Commercial vehicles–both trucking and fleet–have long used vehicle location technologies for asset management, logistics planning, driver management and accident/incident event recording.
Now, commercial lines carriers are taking advantage of the convergence of predictive modeling and technology initially honed in personal lines.
Emerging technologies such as vehicle-generated data can track and analyze driver behavior, vehicle performance, driving distances, hazard monitoring, driver/vehicle interactions and mechanical maintenance.
Onboard instrumentation can also alert drivers to dangerous conditions and optimize route planning for on-time delivery, accident avoidance, fuel consumption and carbon-footprint minimization.
In the personal lines arena, vehicle-generated data–from devices that policyholders would opt to use in their vehicles–may eventually provide rating variables for pay-as-you-drive premium options. Already, the possibility of dynamically generated route-based insurance is being considered by commercial fleet providers for both in-transit and at-rest periods of exposure and insurability.

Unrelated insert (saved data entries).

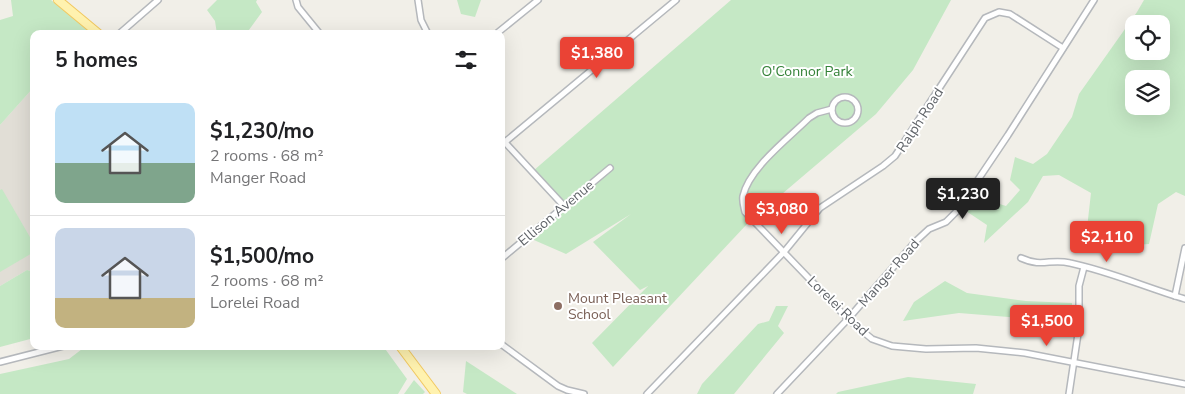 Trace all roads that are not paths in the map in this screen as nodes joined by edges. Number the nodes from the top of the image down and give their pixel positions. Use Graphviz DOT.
graph roads {
  1 [pos="58,0"];
  2 [pos="158,0"];
  3 [pos="296,0"];
  4 [pos="418,0"];
  5 [pos="538,0"];
  6 [pos="676,0"];
  7 [pos="1094,0"];
  8 [pos="94,30"];
  9 [pos="124,30"];
  10 [pos="317,30"];
  11 [pos="426,30"];
  12 [pos="501,30"];
  13 [pos="1063,48"];
  14 [pos="832,110"];
  15 [pos="505,138"];
  16 [pos="505,142"];
  17 [pos="610,168"];
  18 [pos="564,206"];
  19 [pos="1185,248"];
  20 [pos="784,252"];
  21 [pos="505,256"];
  22 [pos="1021,258"];
  23 [pos="1084,267"];
  24 [pos="1175,296"];
  25 [pos="1185,299"];
  26 [pos="848,320"];
  27 [pos="505,347"];
  28 [pos="47,350"];
  29 [pos="403,350"];
  30 [pos="0,362"];
  31 [pos="1074,362"];
  32 [pos="1185,384"];
  33 [pos="436,394"];
  34 [pos="584,394"];
  35 [pos="647,394"];
  36 [pos="777,394"];
  37 [pos="1069,394"];
  1 -- 8 [label="main road"];
  2 -- 9 [label="street"];
  3 -- 10 [label="street"];
  4 -- 11 [label="street"];
  5 -- 12 [label="street"];
  6 -- 15 [label="street"];
  7 -- 13 [label="street, Manger Road"];
  13 -- 20 [label="street, Ralph Road"];
  13 -- 26 [label="street, Manger Road"];
  14 -- 14 [label="street"];
  14 -- 20 [label="street, Lorelei Road"];
  16 -- 18 [label="street"];
  17 -- 18 [label="street, Ellison Avenue"];
  18 -- 21 [label="street, Ellison Avenue"];
  19 -- 24 [label="street"];
  20 -- 26 [label="street, Lorelei Road"];
  20 -- 35 [label="street, Ralph Road"];
  22 -- 23 [label="street"];
  23 -- 24 [label="street"];
  23 -- 31 [label="street"];
  24 -- 25 [label="street"];
  26 -- 31 [label="street, Lorelei Road"];
  26 -- 36 [label="street, Manger Road"];
  27 -- 34 [label="street"];
  28 -- 30 [label="street"];
  29 -- 33 [label="main road"];
  31 -- 32 [label="street, Lorelei Road"];
  31 -- 37 [label="street"];
}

Insurers are rapidly establishing analytical insights throughout their enterprises, enabling measurable efficiencies for operations, agent support and customer service. Well-targeted retention programs and intelligently placed marketing strategies are providing higher returns.
Organizations can act more consistently and reengineer critical processes in light of expanded, real-time enterprise knowledge.
But to make such multifaceted intelligence even more actionable, insurers need a coordinated infusion of technology, talent, dedication and vision. Those that execute fastest to integrate quality data, analytics and decision support will achieve greater success, now and over time.